== Work to complete ==
Show every line in the entries below where the word "Service" appears.

== Given records ==
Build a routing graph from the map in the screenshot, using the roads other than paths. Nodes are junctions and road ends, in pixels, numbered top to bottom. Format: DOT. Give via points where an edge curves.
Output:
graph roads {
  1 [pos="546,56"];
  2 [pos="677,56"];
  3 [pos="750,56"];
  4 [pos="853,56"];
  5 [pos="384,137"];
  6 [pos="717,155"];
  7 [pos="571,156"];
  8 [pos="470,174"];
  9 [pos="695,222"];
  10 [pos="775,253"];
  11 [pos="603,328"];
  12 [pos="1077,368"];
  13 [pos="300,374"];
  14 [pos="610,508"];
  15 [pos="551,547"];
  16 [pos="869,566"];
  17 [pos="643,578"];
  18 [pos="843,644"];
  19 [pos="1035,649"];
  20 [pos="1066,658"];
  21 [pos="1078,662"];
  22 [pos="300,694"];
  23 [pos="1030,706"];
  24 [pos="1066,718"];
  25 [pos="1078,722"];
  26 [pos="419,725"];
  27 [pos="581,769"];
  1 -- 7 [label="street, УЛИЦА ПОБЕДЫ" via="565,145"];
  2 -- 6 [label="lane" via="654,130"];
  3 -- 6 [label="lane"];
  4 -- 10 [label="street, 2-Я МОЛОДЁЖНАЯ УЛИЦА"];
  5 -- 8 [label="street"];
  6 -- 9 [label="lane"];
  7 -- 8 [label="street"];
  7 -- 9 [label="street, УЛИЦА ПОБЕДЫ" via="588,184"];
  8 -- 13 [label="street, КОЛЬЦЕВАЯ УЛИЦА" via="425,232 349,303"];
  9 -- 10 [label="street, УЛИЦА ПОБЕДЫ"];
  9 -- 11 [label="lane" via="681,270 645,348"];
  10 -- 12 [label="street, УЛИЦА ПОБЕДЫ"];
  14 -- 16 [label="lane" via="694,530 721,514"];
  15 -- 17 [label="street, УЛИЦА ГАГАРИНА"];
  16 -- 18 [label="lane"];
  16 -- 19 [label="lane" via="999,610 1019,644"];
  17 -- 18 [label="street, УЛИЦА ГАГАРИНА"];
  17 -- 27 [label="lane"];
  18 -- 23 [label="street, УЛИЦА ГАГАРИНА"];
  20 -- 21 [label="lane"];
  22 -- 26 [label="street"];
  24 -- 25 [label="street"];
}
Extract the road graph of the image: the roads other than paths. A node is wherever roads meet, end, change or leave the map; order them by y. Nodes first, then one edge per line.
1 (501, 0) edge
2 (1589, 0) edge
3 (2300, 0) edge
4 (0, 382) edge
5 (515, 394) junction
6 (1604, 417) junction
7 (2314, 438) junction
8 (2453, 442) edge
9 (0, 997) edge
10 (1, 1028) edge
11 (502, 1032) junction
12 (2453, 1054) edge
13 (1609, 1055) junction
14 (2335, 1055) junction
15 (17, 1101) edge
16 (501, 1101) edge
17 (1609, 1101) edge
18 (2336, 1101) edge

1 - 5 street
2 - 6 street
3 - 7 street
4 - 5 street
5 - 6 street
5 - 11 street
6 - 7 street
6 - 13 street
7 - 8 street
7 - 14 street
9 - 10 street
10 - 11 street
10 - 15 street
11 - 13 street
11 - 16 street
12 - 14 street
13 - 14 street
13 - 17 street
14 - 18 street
---
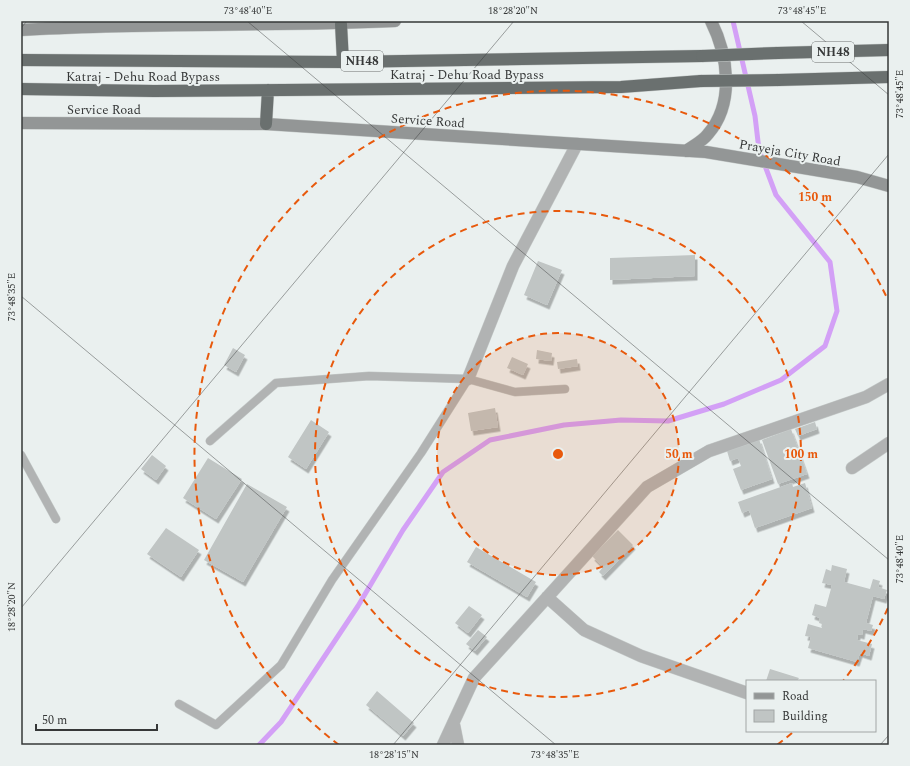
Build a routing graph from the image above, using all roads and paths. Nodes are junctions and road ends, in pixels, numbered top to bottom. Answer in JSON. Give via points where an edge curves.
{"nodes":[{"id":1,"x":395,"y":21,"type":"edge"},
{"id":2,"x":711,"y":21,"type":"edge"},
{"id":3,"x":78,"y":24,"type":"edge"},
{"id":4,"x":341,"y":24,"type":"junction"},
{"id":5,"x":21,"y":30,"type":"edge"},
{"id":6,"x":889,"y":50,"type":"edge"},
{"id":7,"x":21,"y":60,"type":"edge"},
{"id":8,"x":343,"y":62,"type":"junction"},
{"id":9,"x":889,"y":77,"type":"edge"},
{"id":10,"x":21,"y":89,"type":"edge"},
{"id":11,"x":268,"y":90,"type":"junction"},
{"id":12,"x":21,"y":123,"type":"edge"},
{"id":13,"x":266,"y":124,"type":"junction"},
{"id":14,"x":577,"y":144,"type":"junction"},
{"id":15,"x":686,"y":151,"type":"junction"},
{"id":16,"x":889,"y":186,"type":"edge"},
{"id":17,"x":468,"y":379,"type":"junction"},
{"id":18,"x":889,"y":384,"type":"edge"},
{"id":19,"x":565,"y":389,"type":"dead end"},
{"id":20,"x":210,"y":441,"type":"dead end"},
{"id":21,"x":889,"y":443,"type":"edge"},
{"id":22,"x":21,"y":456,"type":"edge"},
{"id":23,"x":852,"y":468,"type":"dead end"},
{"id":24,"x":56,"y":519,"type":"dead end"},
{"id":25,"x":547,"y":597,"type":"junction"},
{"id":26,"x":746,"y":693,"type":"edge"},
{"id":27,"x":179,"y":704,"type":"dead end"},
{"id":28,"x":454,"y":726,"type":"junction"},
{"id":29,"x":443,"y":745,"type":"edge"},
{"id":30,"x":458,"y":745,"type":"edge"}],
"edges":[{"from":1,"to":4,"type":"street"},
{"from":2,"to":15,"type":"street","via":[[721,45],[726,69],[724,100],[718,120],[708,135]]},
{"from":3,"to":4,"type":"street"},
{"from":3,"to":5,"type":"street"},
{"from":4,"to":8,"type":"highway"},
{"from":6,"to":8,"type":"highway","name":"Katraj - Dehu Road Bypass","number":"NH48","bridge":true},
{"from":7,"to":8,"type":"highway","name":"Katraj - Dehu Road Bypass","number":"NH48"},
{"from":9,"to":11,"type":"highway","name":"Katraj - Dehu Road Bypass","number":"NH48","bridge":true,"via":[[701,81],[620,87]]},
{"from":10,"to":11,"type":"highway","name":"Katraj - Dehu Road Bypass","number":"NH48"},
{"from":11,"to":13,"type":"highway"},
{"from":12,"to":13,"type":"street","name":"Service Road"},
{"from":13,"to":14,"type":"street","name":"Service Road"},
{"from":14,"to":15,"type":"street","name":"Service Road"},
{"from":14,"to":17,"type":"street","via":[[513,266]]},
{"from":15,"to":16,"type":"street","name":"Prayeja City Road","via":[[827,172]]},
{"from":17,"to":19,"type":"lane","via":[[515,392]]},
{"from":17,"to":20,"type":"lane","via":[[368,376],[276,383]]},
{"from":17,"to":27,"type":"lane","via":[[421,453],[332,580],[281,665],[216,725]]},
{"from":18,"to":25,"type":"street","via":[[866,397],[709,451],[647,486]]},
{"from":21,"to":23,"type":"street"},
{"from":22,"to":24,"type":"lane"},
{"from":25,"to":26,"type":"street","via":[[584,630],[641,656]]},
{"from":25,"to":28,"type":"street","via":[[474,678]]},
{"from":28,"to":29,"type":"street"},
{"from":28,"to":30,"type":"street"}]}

== Solved problem ==
{"from":12,"to":13,"type":"street","name":"Service Road"},
{"from":13,"to":14,"type":"street","name":"Service Road"},
{"from":14,"to":15,"type":"street","name":"Service Road"},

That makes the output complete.